→ Recorded information
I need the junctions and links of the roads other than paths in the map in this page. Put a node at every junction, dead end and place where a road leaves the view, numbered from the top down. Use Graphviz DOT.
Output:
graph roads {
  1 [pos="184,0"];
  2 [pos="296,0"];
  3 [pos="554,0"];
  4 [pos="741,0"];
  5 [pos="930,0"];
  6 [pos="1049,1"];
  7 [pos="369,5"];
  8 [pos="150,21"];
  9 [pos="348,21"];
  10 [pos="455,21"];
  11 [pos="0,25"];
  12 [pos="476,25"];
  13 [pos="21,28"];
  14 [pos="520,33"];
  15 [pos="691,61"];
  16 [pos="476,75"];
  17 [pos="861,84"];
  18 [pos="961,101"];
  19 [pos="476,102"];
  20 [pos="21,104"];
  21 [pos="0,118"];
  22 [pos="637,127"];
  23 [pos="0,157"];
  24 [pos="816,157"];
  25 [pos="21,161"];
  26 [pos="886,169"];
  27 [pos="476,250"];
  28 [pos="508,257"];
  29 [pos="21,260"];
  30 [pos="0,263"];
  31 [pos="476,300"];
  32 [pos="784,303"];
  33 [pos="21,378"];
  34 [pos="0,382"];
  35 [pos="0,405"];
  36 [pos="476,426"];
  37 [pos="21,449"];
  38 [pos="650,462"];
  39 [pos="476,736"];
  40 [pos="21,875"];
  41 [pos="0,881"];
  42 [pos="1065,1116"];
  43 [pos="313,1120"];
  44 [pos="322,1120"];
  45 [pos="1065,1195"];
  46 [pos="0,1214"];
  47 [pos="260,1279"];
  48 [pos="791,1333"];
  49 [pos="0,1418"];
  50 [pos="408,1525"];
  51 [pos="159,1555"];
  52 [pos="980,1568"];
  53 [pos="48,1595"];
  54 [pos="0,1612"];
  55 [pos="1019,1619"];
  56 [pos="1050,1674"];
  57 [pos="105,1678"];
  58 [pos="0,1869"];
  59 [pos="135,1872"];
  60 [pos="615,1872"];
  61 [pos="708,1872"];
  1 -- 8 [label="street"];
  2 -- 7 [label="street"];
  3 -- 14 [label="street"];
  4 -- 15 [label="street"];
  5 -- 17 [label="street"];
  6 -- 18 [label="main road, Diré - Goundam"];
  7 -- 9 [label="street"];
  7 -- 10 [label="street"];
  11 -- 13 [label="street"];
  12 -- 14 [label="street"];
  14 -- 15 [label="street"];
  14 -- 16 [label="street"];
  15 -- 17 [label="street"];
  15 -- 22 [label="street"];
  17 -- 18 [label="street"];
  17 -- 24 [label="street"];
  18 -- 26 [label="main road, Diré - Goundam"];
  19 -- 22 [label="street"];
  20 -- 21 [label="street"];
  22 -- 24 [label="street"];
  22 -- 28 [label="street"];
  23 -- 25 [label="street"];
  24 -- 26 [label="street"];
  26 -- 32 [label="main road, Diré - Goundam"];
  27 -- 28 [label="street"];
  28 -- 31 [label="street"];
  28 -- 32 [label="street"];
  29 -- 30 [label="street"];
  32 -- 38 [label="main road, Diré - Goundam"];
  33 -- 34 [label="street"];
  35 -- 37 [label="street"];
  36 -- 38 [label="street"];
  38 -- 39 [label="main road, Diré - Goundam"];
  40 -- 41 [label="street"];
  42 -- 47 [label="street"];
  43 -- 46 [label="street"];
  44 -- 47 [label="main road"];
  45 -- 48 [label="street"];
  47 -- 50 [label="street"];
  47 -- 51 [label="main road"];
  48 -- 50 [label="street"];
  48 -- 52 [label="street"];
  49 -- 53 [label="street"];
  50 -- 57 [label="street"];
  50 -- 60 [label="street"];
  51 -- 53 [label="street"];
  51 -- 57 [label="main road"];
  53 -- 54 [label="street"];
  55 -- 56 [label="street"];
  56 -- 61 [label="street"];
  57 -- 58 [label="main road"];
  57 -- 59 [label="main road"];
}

→ Work to be completed
Each line above with the word "Goundam" must be returned.

→ Reply
  6 -- 18 [label="main road, Diré - Goundam"];
  18 -- 26 [label="main road, Diré - Goundam"];
  26 -- 32 [label="main road, Diré - Goundam"];
  32 -- 38 [label="main road, Diré - Goundam"];
  38 -- 39 [label="main road, Diré - Goundam"];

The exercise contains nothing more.